Saturday, October 27, 2012

"The trouble with you, Robert, is that you write about subjects."

"The trouble with you, Wallace, is that you write about bric-a-brac."

Or so the story goes about the infamous quarrel between Wallace Stevens and Robert Frost.  I, like many of my class mates, have been struggling with Stevens.  This is in part due to his obscurity; but this is one of the things I've come to appreciate about Stevens.  What I hate about Stevens is his obsessive insistence that beauty is bound only to this physical realm.  I do not mean to argue a case for the superiority of the metaphysical, for I do not believe it to be either more eminent or more relevant than the physical.  The mind becomes just as vexed and exhausted by the sentimental pining for the abstract as it is dulled by the constant inundation of concrete things in the concrete world. Perhaps this is why we sleep, to escape, and perhaps this is why we dream when we sleep.  To be in that world, filled both with specters of everyday life and non-cognizant chimeras is to be subliminally reconciled to one within body and mind.  Not all of our dreams are pleasant, just as not all of our experiences in the physical world are unpleasant.  That is the paradox of life, and we must learn to live within this paradox.  That is why I am not hostile toward religion, even though I am not religious.  It provides something deeper, that cure of the mind, which I do not believe can be found only in poetry.

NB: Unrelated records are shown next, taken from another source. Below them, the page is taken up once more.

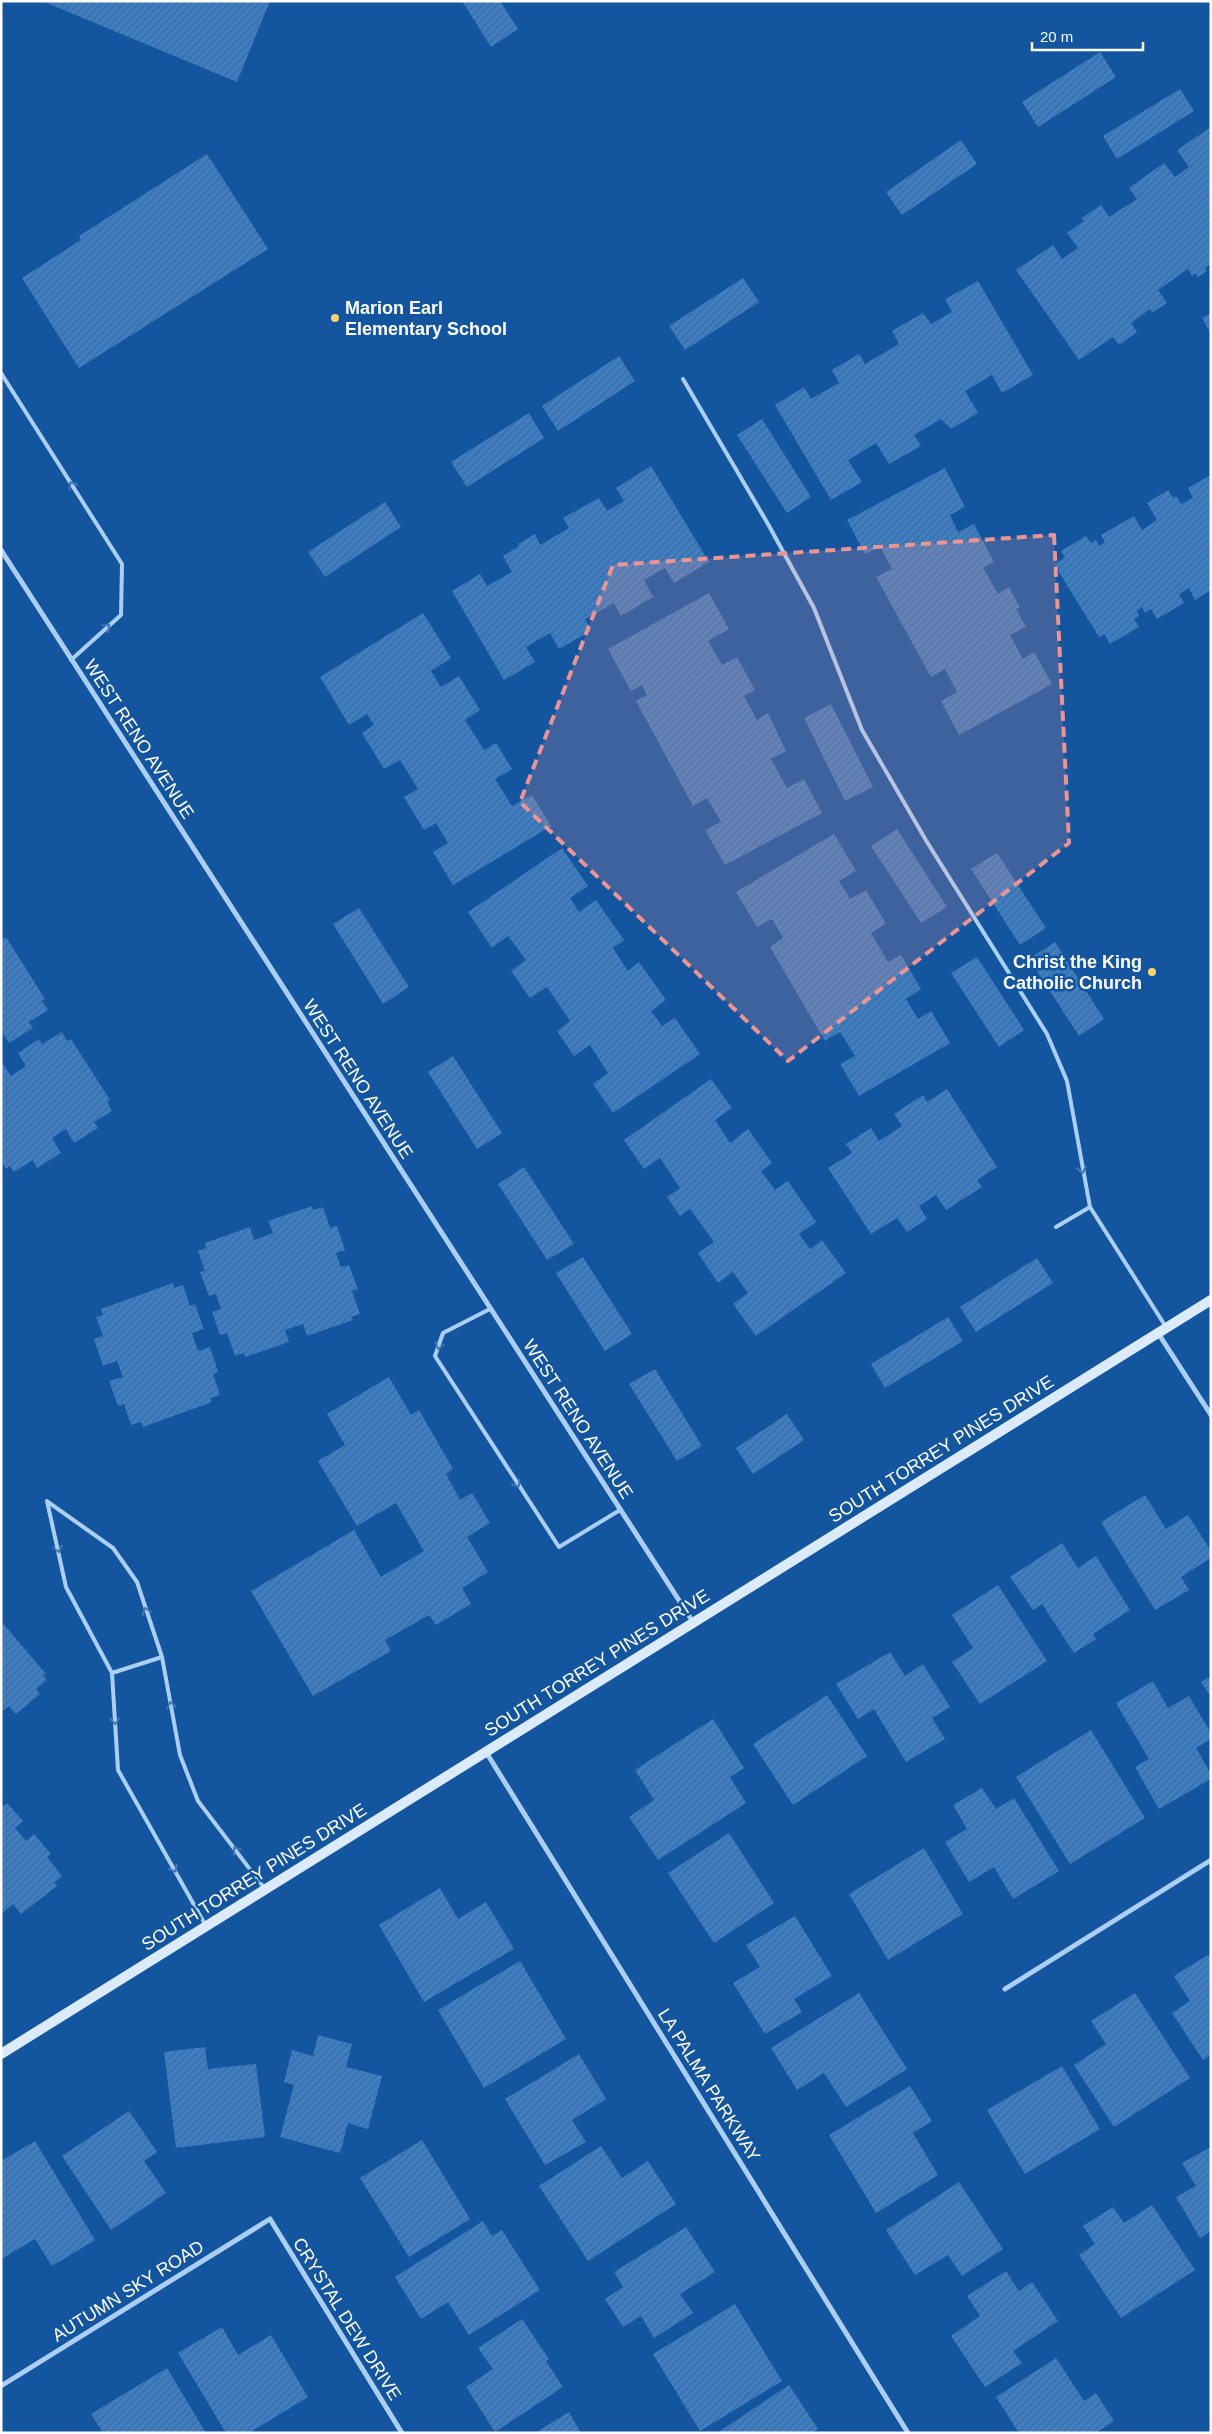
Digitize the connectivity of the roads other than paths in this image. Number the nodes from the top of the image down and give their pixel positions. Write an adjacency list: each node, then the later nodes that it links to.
1 (1, 374): 4 (lane, one-way to 1)
2 (683, 379): 5 (lane, one-way to 5)
3 (1, 550): 4 (street, WEST RENO AVENUE)
4 (71, 660): 8 (street, WEST RENO AVENUE)
5 (1090, 1207): 6 (lane); 9 (lane)
6 (1056, 1228)
7 (1211, 1300): 9 (main road, SOUTH TORREY PINES DRIVE)
8 (490, 1309): 11 (street, WEST RENO AVENUE); 11 (lane, one-way to 11)
9 (1162, 1330): 10 (street); 12 (main road, SOUTH TORREY PINES DRIVE)
10 (1211, 1415)
11 (620, 1510): 12 (street, WEST RENO AVENUE)
12 (693, 1622): 15 (main road, SOUTH TORREY PINES DRIVE)
13 (162, 1657): 14 (lane); 14 (lane, one-way to 14); 17 (lane, one-way to 13)
14 (112, 1673): 18 (lane, one-way to 18)
15 (486, 1752): 17 (main road, SOUTH TORREY PINES DRIVE); 24 (street, LA PALMA PARKWAY)
16 (1211, 1860): 19 (street)
17 (265, 1890): 18 (main road, SOUTH TORREY PINES DRIVE)
18 (206, 1926): 20 (main road, SOUTH TORREY PINES DRIVE)
19 (1005, 1990)
20 (1, 2054)
21 (270, 2219): 22 (street, AUTUMN SKY ROAD); 23 (street, CRYSTAL DEW DRIVE)
22 (1, 2386)
23 (402, 2433)
24 (908, 2433)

 Last week I was talking with Biz about personal suffering borne from the deaths of others.  The conversation meandered along several paths, coming to a discussion of feelings versus emotions.  We thought that emotions are perhaps deeper than feelings, denoting the difference between sorrow and sadness, or joy and happiness.  To be joyful is something different than merely feeling happy.  I may find happiness in a new pair of jeans that fits well, or a new tube of lip gloss; but I find joy in my love for my children.  It is something inexplicable.  Of course I love my children--most normal parents do.  But when I really think about it I am not able to reduce the truth of it to something tangible and existing in the world.  I am sad for them as they are saddened by fights with friends or the death of a baby bird that fell out of its nest, but the terrible and ever present fear of the possibility of their loss provokes sorrow.  Of course, worry over something that hasn't happened is irrational, but it would be an absolute lie to say that the thought crosses my mind only occasionally.  Besides, the imagination is irrational and it is foolish to set forth that it functions only to produce positive effects.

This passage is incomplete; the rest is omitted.